Frith is often translated as “peace”. The full meaning of frith encompasses peace but extends well beyond it, to cover a large portion of the most meaningful and essential foundations of human social life, especially as it is lived in more “traditional” societies. A full understanding of the concept of frith will show that “peace” is not identical to frith; rather, peace as we understand it is generally an outgrowth of frith, resulting from the conditions of frith being met. When frith has been achieved, usually peace is there too, though that is not always the case, as I shall show.
Our forebears perceived three primary focuses or centers of frith. The first — and surely the original — wellspring of frith was kinship and kindreds. The second was the web of loyalty created among a lord or chieftain and his (occasionally her) folk. The third wellspring of frith arose from the relationships between the folk and their gods, goddesses and other holy wights, as well as between individuals of the folk who had come together into the presence of their deities. I will address each of these wellsprings in turn, drawing much from Vilhelm Groenbech’s volumes on The Culture of the Teutons. As far as I am aware, Groenbech has done the most comprehensive job of summarizing and analyzing the existing literary sources concerning the concept and practice of frith and related thews among all the Germanic tribes.
Frith and Kinship
The idea of frith is very closely tied to kinship — blood kinship in particular — and then to kinship by marriage, adoption and fostering. The words frith and sib were often used interchangeably to describe the state of being of people involved in a kindred relationship, and we can easily see the connection in the modern use of the term sibling to indicate a brother or sister. The term frith did not merely indicate the material fact of blood relationship. Rather, it described the essence of the relationship itself: the joys, responsibilities, interdependence, burdens, and benefits that characterized it.

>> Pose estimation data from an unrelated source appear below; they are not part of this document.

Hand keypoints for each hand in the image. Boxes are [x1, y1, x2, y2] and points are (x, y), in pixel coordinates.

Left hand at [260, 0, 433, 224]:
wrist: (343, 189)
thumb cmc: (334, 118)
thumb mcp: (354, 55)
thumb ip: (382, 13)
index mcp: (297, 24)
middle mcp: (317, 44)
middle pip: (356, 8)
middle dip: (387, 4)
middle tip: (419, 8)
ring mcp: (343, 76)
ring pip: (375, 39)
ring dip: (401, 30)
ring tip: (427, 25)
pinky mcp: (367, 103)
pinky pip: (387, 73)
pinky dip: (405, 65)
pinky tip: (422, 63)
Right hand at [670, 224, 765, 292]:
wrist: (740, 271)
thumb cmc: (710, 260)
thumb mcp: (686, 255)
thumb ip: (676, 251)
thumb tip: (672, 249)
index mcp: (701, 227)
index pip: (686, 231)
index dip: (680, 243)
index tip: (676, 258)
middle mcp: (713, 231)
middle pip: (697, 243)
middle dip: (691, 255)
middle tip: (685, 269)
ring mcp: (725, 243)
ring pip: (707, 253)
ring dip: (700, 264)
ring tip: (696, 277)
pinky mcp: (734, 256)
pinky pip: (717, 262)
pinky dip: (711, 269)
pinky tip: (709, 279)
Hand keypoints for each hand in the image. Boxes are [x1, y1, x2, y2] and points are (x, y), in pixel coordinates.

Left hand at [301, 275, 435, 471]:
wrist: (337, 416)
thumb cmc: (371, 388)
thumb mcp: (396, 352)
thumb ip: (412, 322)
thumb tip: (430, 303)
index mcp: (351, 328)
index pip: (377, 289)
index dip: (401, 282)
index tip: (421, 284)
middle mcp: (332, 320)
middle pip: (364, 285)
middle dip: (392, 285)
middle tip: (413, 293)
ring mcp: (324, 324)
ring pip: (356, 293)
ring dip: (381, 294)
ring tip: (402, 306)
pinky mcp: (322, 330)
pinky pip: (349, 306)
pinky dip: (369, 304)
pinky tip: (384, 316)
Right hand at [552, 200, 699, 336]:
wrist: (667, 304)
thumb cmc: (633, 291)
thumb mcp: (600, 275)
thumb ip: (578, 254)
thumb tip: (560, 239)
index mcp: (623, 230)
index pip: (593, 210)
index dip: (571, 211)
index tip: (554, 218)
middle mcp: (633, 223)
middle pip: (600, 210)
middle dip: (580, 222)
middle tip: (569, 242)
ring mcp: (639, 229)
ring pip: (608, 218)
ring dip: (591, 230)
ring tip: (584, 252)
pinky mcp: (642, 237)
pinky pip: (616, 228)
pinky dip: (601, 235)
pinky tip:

The word frith is related to the words for friend and free. Frith was to our forebears the “power that makes them ‘friends’ towards one another, and free men towards the rest of the world.” (Groenbech, Vol. I, p. 32) In their minds, “freedom” did not mean freedom from responsibility toward others. Freedom meant being strong enough to face the evils the world threw at one and being able to overcome or survive them, and for this one depended on one’s kindred. Surrounded by a numerous kindred cognizant of the requirements of frith, the Germanic man or woman was well-armored against all the misfortunes the world could cast, whether poverty, threats of violence, legal troubles, or any other difficulties. Not woven into a web of frith, a lonely wretch had nothing either material or spiritual upon which to rest his or her life and welfare. This also was the bitter lot of thralls.
The term frith captured a huge proportion of everything good that could exist in life, and all of these grew out of the roots of the kindred itself — the kindred relationship. Lines from Egil Skallagrimson’s moving poem about the drowning of his son express this sense of the unity of the kindred: “Cruel was the hole the waves tore in my father’s kin-fence; unfilled, I know, and open stands the son-breach torn in me by the sea.” The oneness of the kindred was no mere conceptual ideal; it was implemented and practiced as a matter of course in everyday life, and the name for this many-faceted thew was frith. “Frith is something active, not merely leading kinsmen to spare each other, but forcing them to support one another’s cause, help and stand spon sor for one another, trust one another… The responsibility is absolute, because kinsmen are literally the doers of one another’s deeds.” (Groenbech, Vol I., pp. 42-43)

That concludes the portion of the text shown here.